Note that ReadLine will take a sequence of characters followed by a line feed ("\n"), a carriage return ("\r") or a carriage return immediately followed by a line feed ("\r\n").
I am not sure if this is the behaviour you expect.
string fileName = "Text.txt";
List<string> lines = new List<string>();
using (StreamReader r = new StreamReader(fileName))
{
string line;
while ((line = r.ReadLine()) != null)
{
lines.Add(line);
}
}
foreach (string s in lines)
{
Console.WriteLine(s);
//can do your Regex here
}
Andrzej Nosal
2010-09-24 10:37:39
OP says that a line doesn't necesarrily ends at a line break but ReadLine reads until next line break or EOF. I suspect that OP means \n when talking about line break in which case I'm affraid your code will fail.
Rune FS
2010-09-24 10:48:16
Thanks for the quick response. The main problem is that the file contains lots of line breaks scattered throughout the text but I need to remove all of them, then find a Regex match that marks the end of the line.
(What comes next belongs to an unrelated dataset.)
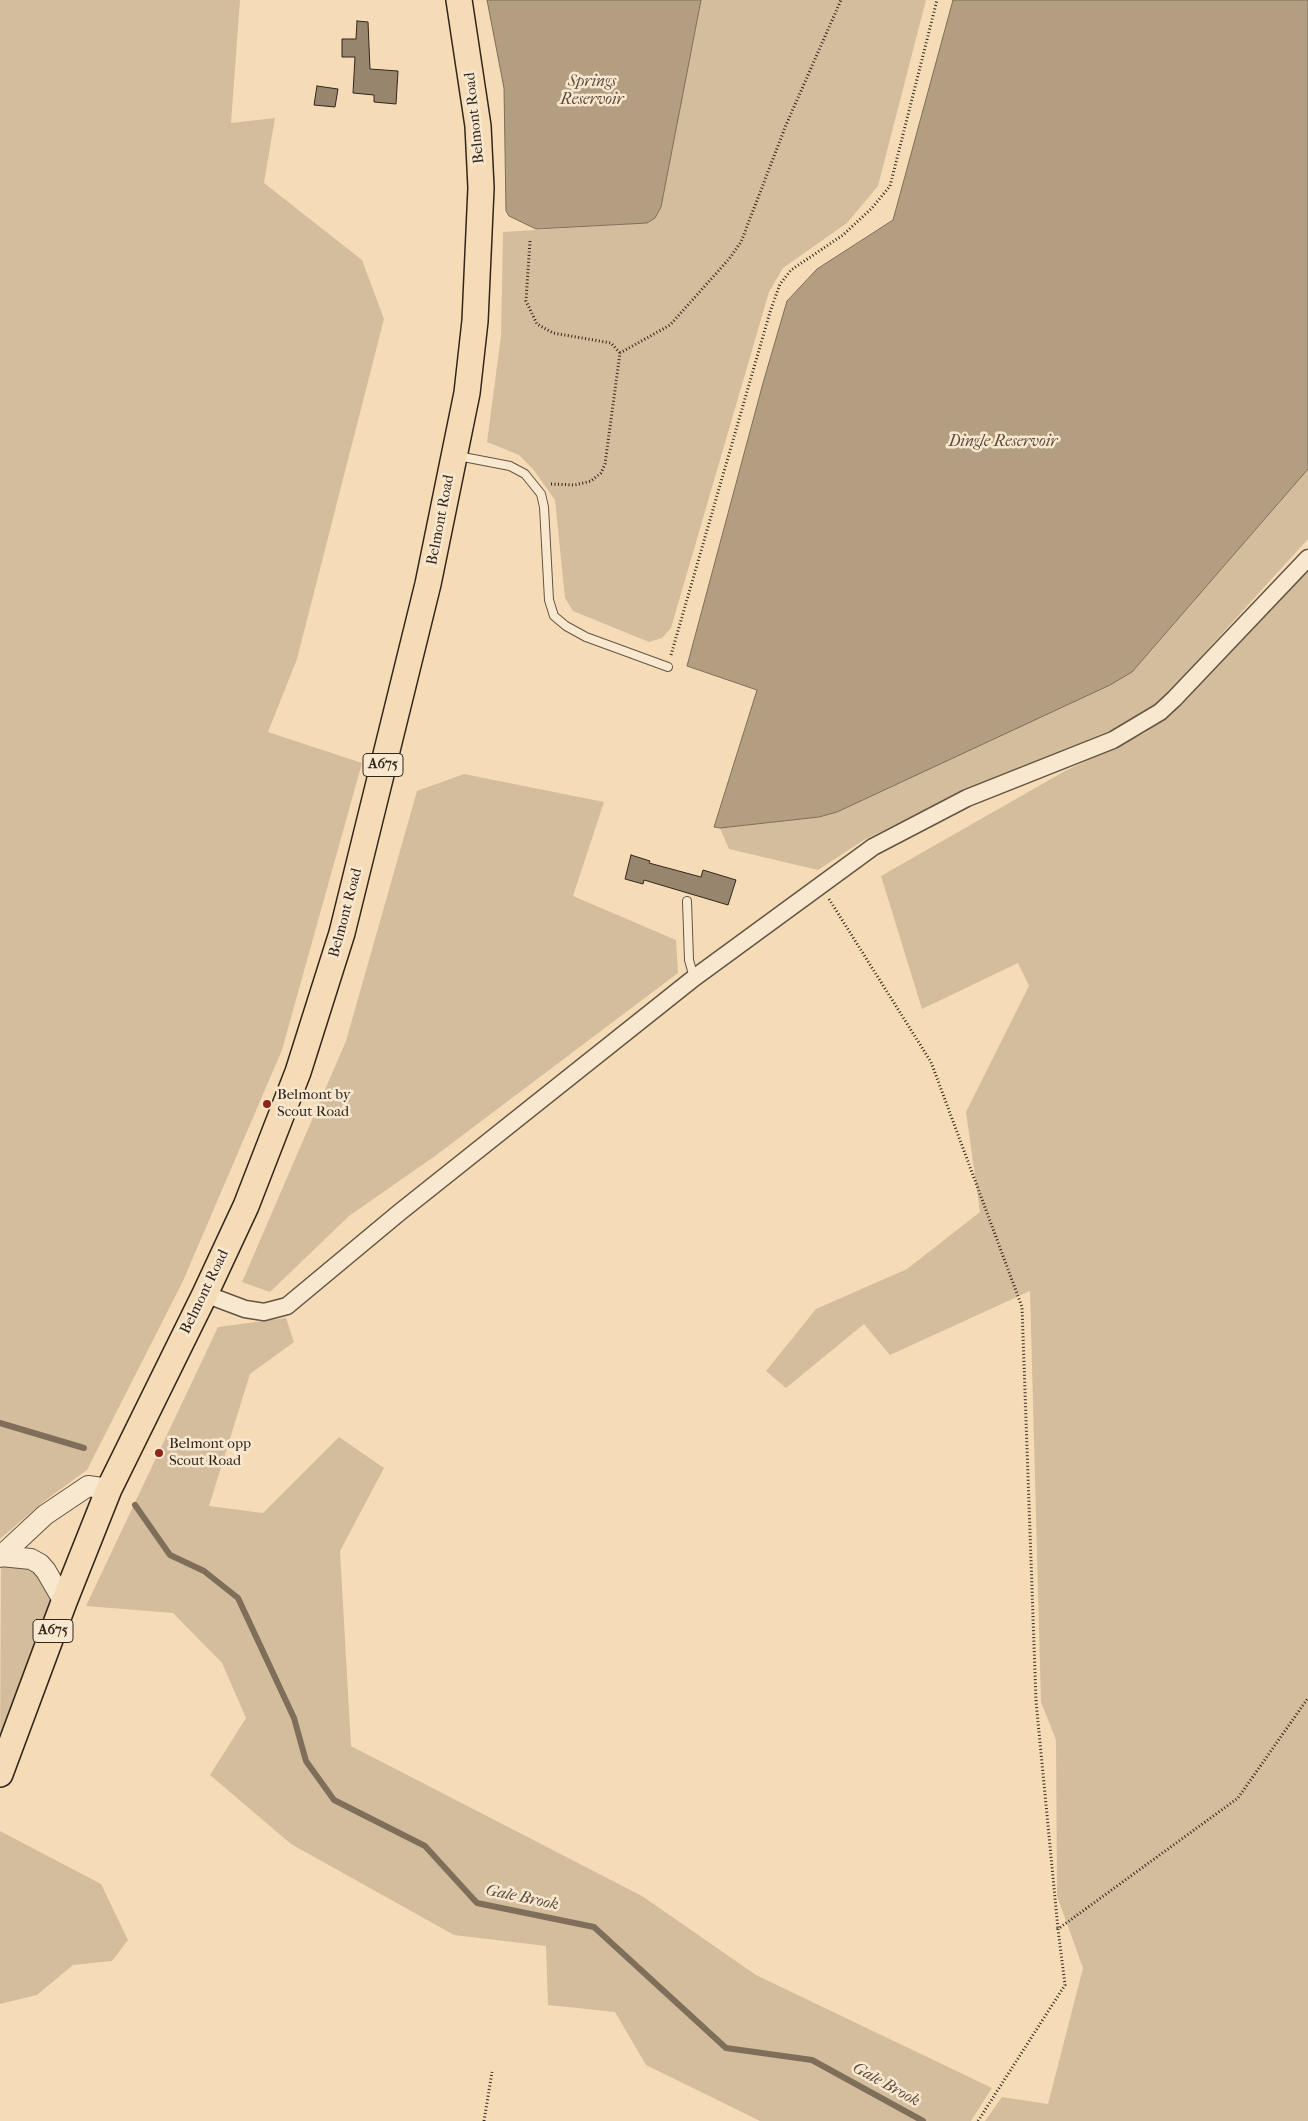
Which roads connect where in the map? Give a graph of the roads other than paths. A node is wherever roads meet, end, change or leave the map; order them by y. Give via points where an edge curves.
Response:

Once I have the data into a series of individual lines then I can use the ReadLine method to step through the file line by line applying Regex Matches. The real difficulty is getting the data separated into separate lines. I cannot supply the data as it in confidential material. Thanks again.
Freefall Steve
2010-09-24 11:16:26
Maybe try load whole your file into a string(StreamReader:ReadToEnd()), then use string:Remove(x) to delete unwanted line breaks/characters, then string:Split(x) will split your string into array ( where x-delimiter).
Andrzej Nosal
2010-09-24 12:25:48
Many thanks for the advice. I've have managed to read the entire file into a StreamReader using the ReadToEnd() method. I could remove the line breaks by the String.Remove() method. Could you please clarify how (and on what character) I could split the files into an Array? Thanks again.
Freefall Steve
2010-09-24 12:54:00
You must decide on what character. This will print you ascii codes of string characters. Analyze your file(string) and see where do you want separate lines: var chArr = s.ToCharArray();for (int i = 0; i < chArr.Length; i++){ Console.Write((int)chArr[i]);}
Andrzej Nosal
2010-09-25 05:12:13
Thanks again for the advice, I think I've cracked it now. I found the string that marked the end of a line, then I split into an array with the Regex.Split() method. I can now use a foreach loop to read through the array and use Regex Matches to extract the values I need. I must say I was very impressed by the quality of advice offered as well as the response time.
Freefall Steve
2010-09-26 17:48:10